Crude oil prices are only slightly lower this morning. Brent crude remains below $70 while WTI remains below $65. In recent history, a large number of commodity market commentators have flagged the risk a reversal in crude oil prices. Between large long crude oil positions in futures markets and the commodity looking technically overbought, there are many reasons for a short-term pull back. So far, crude oil prices have ignored all warnings and remain strong. Thanks to strong demand growth driven by the global economic upswing, sentiment towards crude oil remains fairly bullish. Later today, we'll see API figures showing US inventory data. Consensus estimates are optimistic, and analysts are calling for crude oil stocks to fall by -3.75m barrels. Our short-term and medium-term trending indicators continue to suggest a bullish trend.
WTI is currently trading above $63.70. Brent crude is currently above $69.10.
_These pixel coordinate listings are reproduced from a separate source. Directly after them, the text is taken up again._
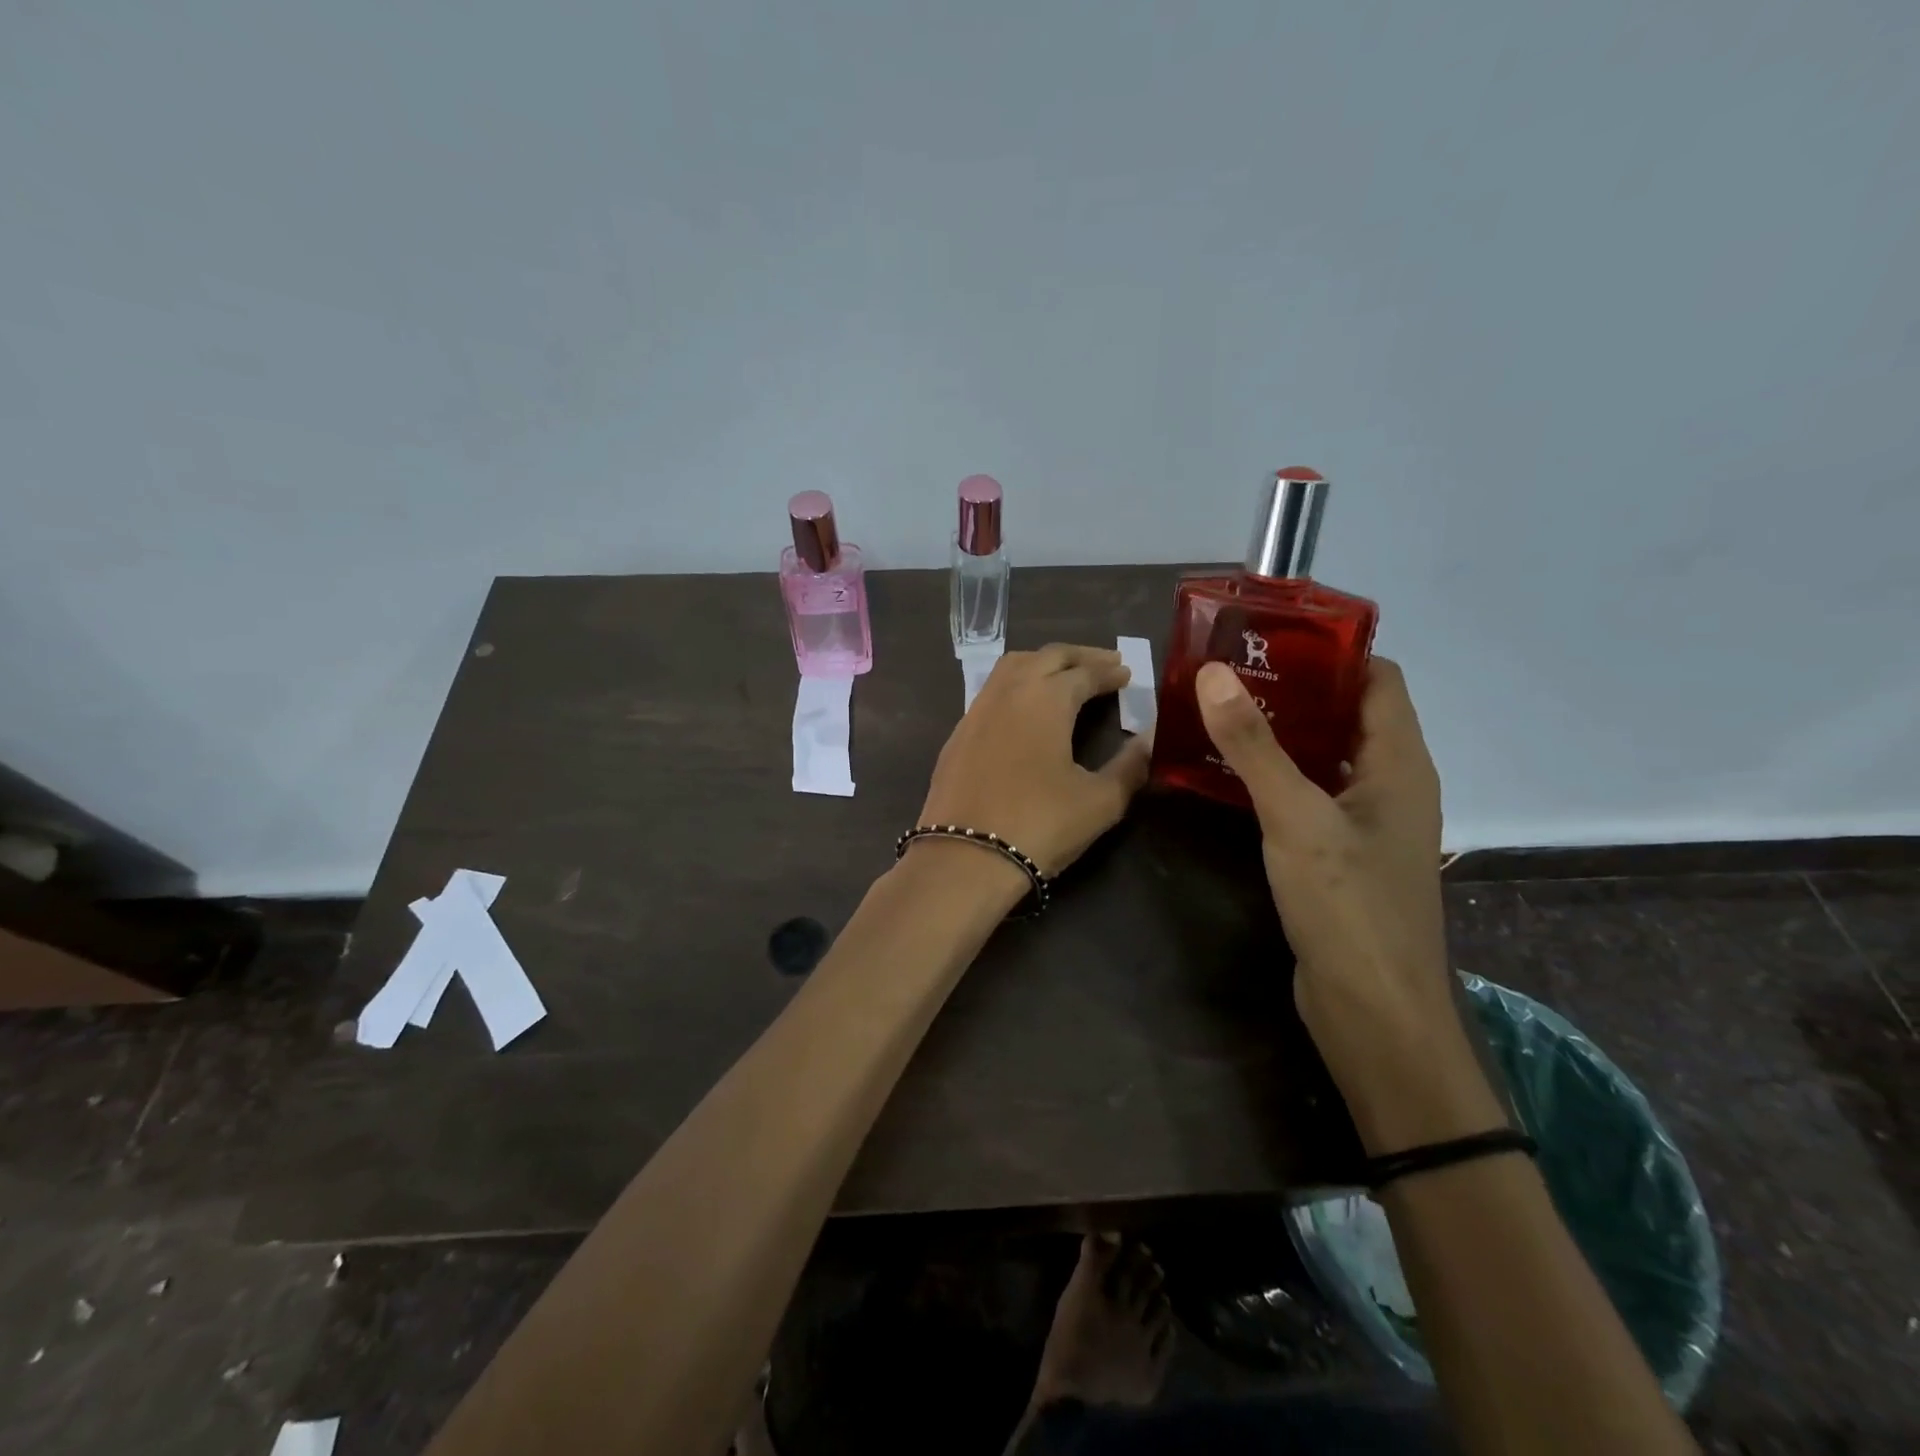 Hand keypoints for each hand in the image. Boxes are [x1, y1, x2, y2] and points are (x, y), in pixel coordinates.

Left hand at [914, 645, 1151, 876]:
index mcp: (1046, 699)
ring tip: (1066, 675)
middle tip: (1104, 663)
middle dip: (1079, 656)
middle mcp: (1009, 692)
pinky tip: (1025, 707)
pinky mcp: (958, 734)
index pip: (1084, 672)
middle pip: (1047, 657)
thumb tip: (1150, 739)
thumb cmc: (1040, 825)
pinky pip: (992, 691)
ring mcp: (977, 710)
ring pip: (1012, 667)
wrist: (964, 857)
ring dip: (1043, 663)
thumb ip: (1130, 766)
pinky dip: (1016, 684)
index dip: (1108, 671)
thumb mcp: (1100, 801)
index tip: (1127, 673)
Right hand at [1195, 657, 1499, 1148]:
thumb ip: (1254, 746)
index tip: (1268, 632)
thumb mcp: (1296, 818)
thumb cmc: (1349, 906)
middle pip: (1344, 713)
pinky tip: (1223, 772)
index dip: (1330, 648)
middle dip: (1290, 686)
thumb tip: (1214, 673)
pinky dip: (1271, 774)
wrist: (1373, 1011)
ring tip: (1215, 708)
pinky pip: (1304, 794)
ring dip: (1276, 731)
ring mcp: (1362, 821)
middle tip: (1225, 667)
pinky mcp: (1336, 853)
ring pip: (1320, 755)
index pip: (1376, 679)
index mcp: (1398, 763)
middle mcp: (1387, 784) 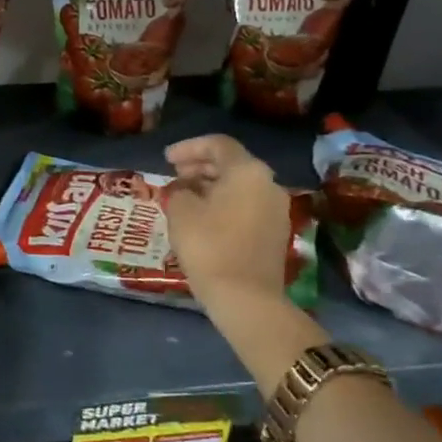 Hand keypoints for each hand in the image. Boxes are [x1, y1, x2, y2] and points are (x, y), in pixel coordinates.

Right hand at [163, 135, 291, 300]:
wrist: (245, 297)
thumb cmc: (209, 245)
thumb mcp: (181, 211)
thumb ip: (179, 190)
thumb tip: (183, 189)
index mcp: (247, 171)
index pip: (218, 144)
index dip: (188, 147)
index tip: (166, 159)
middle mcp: (268, 184)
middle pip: (232, 163)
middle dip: (200, 165)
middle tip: (174, 174)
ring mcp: (276, 209)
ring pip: (239, 185)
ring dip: (211, 185)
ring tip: (184, 195)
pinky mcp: (274, 232)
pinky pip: (246, 204)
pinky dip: (223, 202)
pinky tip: (202, 215) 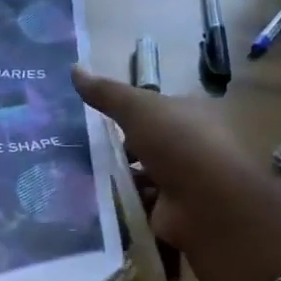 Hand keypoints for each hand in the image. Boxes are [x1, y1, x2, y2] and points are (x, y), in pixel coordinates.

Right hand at [71, 66, 280, 280]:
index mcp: (192, 116)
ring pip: (143, 178)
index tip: (96, 122)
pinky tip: (95, 205)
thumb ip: (106, 93)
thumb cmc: (178, 144)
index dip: (129, 115)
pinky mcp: (172, 213)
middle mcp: (192, 147)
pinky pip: (139, 206)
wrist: (207, 202)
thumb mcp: (138, 108)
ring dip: (118, 181)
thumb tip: (73, 67)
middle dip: (120, 151)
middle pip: (148, 146)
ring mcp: (184, 182)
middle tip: (81, 154)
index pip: (157, 112)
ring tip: (80, 180)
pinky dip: (121, 206) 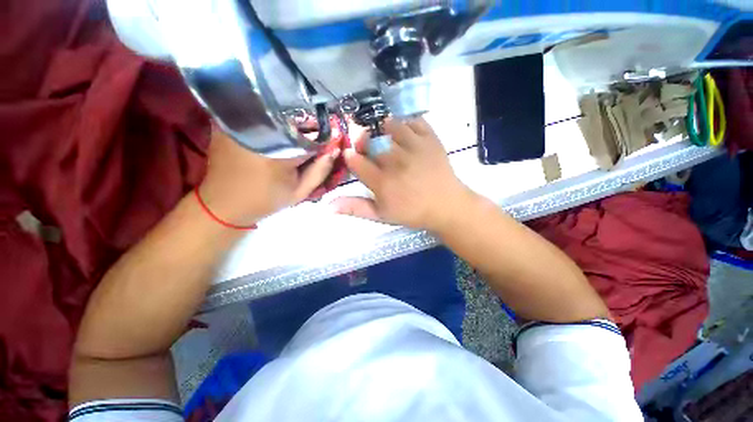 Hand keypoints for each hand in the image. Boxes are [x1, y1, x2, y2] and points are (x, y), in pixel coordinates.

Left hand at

Looking at US crude oil stocks, the most recent EIA figures (January 10) showed falling crude oil stocks and rising gasoline inventories. Crude oil inventories were lower than estimates (-4.9m vs. -3.8m expected). Gasoline stocks were up (+4.1m vs. +2.6m expected) while distillate stocks (+4.2m vs. +1.4m expected) were also up. Looking at reactions in markets, crude oil prices were mixed following the EIA report.
As crude oil continues to make gains from pipeline closures, we are upgrading the commodity to bullish. Note that both WTI and Brent are both trading within a normal range. This is based on technical indicators on the daily chart.
As crude oil rebounds on OPEC expectations, we are upgrading the commodity to bullish in the medium-term. Looking at various technical indicators on the weekly chart, note that both Brent and WTI are looking overbought.